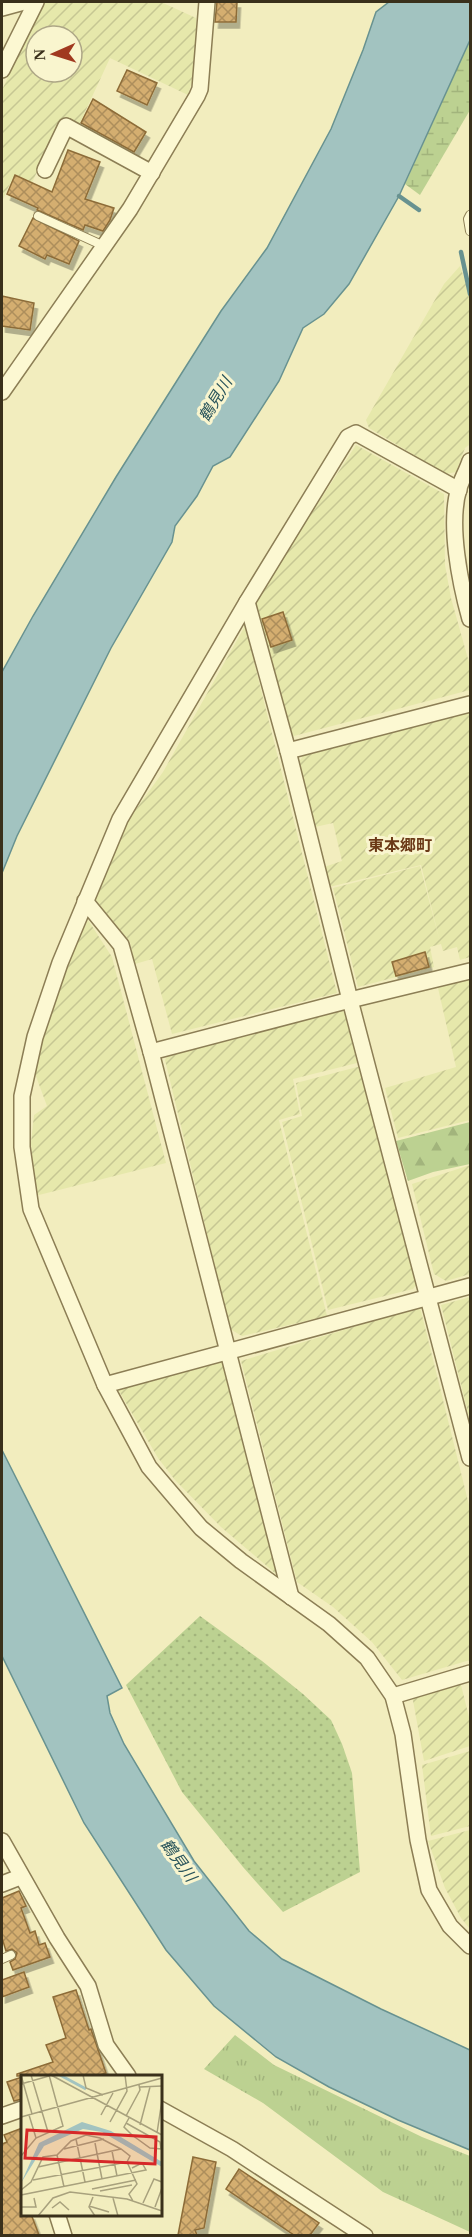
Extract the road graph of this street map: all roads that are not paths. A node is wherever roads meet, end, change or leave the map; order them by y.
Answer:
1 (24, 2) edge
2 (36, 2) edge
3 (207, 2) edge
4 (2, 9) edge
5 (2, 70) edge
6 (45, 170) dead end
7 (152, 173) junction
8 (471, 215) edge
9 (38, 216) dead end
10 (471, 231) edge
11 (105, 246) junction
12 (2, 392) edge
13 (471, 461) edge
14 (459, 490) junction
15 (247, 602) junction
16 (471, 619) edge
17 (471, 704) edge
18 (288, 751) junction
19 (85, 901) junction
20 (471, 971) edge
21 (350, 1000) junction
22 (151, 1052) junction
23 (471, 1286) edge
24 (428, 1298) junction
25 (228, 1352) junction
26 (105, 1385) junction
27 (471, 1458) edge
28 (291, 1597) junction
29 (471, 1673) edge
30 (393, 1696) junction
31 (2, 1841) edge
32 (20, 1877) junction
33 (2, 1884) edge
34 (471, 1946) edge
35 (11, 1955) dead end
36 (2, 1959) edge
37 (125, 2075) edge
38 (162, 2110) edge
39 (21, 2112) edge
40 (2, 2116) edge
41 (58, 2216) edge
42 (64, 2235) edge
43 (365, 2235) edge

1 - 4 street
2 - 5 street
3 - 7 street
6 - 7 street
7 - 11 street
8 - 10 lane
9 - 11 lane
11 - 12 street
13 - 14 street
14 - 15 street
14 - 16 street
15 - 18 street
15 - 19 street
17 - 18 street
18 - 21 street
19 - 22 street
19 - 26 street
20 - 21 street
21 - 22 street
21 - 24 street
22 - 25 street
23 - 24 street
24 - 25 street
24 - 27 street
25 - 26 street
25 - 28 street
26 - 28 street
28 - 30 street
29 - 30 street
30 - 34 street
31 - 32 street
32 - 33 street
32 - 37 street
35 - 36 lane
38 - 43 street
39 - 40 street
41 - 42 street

+ + + + +

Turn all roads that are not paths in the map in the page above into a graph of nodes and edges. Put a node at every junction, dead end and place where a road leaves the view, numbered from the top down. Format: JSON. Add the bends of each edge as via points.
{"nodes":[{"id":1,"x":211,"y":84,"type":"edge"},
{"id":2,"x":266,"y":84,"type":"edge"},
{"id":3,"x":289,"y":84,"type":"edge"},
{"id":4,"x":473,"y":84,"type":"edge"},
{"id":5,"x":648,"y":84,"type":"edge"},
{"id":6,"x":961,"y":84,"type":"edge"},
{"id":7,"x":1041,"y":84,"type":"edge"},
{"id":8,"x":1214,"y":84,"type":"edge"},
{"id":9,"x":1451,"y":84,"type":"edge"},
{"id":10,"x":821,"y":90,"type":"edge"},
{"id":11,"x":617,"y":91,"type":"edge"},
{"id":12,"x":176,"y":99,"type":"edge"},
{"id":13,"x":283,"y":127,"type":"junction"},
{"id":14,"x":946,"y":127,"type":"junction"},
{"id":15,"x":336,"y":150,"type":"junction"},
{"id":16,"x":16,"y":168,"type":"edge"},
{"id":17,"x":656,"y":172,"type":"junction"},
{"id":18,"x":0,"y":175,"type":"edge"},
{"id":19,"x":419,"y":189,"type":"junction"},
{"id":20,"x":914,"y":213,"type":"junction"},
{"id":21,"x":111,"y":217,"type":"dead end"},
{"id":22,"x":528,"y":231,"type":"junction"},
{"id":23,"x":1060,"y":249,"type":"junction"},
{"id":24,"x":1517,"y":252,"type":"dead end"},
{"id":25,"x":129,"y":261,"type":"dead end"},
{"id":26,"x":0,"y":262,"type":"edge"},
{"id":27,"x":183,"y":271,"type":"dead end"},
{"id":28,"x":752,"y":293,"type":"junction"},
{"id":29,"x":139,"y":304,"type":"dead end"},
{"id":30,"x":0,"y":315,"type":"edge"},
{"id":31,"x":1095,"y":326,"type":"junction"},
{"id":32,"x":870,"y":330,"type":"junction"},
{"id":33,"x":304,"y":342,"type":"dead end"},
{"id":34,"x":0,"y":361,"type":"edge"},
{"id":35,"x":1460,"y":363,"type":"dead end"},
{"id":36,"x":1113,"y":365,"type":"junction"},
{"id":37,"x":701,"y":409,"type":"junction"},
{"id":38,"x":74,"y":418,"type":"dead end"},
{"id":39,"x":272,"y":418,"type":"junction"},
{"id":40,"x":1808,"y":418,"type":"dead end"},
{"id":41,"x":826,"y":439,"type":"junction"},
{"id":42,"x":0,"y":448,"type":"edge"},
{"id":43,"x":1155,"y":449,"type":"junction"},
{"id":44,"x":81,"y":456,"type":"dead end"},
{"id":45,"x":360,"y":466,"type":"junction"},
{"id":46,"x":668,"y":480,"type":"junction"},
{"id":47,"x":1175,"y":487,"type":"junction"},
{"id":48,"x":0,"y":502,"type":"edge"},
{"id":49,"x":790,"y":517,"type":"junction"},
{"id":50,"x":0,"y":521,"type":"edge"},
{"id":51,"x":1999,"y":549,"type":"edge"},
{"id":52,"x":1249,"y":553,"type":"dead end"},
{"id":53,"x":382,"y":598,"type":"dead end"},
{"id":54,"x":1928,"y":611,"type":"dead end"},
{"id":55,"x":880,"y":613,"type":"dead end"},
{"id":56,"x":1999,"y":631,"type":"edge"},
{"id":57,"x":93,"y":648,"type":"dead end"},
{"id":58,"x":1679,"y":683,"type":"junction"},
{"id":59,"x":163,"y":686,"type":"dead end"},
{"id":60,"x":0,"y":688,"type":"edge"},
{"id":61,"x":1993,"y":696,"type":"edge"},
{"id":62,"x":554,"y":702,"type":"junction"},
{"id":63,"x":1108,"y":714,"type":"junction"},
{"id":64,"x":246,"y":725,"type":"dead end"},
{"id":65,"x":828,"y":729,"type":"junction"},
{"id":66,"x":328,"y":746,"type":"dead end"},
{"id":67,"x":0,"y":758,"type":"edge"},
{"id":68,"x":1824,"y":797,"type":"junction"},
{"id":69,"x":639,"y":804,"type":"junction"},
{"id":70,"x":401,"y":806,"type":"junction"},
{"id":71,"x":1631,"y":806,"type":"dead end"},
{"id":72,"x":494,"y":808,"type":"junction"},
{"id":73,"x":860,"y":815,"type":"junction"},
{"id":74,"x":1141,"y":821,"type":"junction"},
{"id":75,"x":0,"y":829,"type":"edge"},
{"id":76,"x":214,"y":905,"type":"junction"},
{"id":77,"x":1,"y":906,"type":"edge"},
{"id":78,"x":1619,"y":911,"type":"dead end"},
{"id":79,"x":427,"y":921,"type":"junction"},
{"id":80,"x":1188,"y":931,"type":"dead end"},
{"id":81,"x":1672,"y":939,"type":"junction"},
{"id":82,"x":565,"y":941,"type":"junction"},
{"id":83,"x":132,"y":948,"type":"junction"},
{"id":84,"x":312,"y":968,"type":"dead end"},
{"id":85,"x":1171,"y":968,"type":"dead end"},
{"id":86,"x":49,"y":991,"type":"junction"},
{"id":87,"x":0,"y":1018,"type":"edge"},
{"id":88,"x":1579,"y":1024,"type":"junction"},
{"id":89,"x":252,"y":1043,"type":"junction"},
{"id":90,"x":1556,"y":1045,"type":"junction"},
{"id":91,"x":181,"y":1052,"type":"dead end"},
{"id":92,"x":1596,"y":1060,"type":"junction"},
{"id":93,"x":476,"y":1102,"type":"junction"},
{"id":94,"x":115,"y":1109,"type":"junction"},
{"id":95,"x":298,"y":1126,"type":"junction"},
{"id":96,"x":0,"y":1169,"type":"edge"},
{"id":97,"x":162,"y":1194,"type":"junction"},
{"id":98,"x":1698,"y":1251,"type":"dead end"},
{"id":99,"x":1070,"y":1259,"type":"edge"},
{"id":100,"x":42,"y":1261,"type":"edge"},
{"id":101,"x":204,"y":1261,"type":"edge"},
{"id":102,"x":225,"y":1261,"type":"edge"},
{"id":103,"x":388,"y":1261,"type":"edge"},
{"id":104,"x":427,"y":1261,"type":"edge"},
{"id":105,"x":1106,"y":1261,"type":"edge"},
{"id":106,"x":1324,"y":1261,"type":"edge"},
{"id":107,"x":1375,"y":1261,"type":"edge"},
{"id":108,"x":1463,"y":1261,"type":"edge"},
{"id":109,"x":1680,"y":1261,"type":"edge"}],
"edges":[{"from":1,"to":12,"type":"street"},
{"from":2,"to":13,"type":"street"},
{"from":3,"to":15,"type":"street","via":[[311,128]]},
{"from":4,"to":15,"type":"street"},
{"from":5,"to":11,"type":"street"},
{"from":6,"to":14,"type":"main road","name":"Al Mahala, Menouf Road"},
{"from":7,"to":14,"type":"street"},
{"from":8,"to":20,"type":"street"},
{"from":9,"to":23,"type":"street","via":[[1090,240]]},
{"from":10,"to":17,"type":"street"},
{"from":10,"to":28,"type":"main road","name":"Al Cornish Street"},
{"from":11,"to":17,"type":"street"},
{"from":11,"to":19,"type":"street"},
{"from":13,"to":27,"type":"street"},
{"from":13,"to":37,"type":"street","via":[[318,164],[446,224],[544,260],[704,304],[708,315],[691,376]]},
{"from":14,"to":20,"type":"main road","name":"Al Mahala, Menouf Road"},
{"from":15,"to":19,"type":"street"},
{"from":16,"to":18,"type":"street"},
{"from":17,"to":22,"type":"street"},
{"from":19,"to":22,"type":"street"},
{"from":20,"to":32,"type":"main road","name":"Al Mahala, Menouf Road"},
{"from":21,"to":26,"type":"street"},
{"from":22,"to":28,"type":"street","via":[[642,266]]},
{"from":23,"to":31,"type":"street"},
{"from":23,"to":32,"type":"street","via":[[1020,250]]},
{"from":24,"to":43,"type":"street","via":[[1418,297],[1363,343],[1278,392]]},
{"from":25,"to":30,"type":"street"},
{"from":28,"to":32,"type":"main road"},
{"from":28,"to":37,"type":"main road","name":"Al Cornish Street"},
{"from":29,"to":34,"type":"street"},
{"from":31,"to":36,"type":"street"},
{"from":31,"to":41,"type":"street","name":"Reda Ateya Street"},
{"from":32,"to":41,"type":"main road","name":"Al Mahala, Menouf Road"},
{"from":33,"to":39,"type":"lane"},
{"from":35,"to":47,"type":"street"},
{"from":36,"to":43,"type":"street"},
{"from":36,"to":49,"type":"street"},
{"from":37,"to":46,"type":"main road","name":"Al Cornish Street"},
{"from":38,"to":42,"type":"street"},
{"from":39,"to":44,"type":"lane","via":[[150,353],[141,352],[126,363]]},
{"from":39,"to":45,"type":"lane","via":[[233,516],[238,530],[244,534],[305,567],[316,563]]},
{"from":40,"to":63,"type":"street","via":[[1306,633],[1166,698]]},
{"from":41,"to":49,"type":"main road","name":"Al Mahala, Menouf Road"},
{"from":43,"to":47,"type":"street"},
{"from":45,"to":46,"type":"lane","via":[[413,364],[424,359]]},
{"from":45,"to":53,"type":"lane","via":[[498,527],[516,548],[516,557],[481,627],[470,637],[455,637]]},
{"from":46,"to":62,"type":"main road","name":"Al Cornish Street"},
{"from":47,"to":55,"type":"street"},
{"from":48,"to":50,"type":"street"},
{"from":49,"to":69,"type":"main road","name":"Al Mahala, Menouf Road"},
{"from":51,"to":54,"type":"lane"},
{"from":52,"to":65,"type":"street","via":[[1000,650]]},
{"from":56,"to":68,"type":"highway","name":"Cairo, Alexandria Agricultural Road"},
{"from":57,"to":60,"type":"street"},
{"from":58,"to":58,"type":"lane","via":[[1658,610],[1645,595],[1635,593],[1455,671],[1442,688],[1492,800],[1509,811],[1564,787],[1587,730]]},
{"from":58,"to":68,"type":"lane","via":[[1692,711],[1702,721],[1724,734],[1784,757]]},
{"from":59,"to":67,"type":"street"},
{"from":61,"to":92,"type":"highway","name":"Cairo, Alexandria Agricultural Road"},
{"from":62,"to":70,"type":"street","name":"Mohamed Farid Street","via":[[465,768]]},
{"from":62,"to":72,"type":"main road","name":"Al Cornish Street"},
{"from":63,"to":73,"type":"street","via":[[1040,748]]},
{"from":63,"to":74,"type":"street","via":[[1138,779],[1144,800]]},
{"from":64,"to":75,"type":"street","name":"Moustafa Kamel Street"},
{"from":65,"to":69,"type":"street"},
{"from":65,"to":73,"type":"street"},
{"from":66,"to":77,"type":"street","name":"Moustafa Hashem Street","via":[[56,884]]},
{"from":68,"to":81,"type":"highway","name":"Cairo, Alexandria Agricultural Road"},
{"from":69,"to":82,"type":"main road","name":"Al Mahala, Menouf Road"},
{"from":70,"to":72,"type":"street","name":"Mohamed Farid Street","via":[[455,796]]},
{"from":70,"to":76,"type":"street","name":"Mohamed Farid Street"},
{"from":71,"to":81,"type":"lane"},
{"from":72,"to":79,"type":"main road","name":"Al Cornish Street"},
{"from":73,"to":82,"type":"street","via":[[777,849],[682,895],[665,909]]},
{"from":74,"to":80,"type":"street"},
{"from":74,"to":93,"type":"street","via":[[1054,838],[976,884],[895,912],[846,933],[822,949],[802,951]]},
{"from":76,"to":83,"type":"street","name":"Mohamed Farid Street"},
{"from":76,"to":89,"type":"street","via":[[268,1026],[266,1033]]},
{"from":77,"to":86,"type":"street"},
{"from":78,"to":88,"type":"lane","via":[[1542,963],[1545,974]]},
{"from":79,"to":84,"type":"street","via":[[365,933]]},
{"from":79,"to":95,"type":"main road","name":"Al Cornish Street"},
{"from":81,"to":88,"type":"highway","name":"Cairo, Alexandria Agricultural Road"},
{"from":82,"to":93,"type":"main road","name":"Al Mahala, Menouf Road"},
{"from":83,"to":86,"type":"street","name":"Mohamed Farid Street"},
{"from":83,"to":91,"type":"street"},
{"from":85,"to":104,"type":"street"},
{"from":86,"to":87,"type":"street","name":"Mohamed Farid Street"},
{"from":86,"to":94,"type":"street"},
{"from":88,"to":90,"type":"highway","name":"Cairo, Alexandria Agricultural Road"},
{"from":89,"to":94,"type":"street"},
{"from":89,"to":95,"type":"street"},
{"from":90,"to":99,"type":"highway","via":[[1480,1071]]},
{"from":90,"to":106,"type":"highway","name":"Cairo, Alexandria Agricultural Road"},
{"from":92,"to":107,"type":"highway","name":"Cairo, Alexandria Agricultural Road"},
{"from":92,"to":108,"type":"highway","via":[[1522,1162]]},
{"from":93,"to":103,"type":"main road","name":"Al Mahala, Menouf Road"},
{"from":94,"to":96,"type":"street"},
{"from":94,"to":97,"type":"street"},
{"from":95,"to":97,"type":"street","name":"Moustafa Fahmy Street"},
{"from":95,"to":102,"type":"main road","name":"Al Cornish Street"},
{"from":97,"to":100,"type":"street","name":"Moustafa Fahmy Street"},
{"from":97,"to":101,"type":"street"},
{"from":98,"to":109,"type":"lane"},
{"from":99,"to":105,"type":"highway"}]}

+ + + + +

### WHAT NEEDS TO BE DONE
State only how many lines above contain "Cornish".

### WRITTEN RESPONSE
8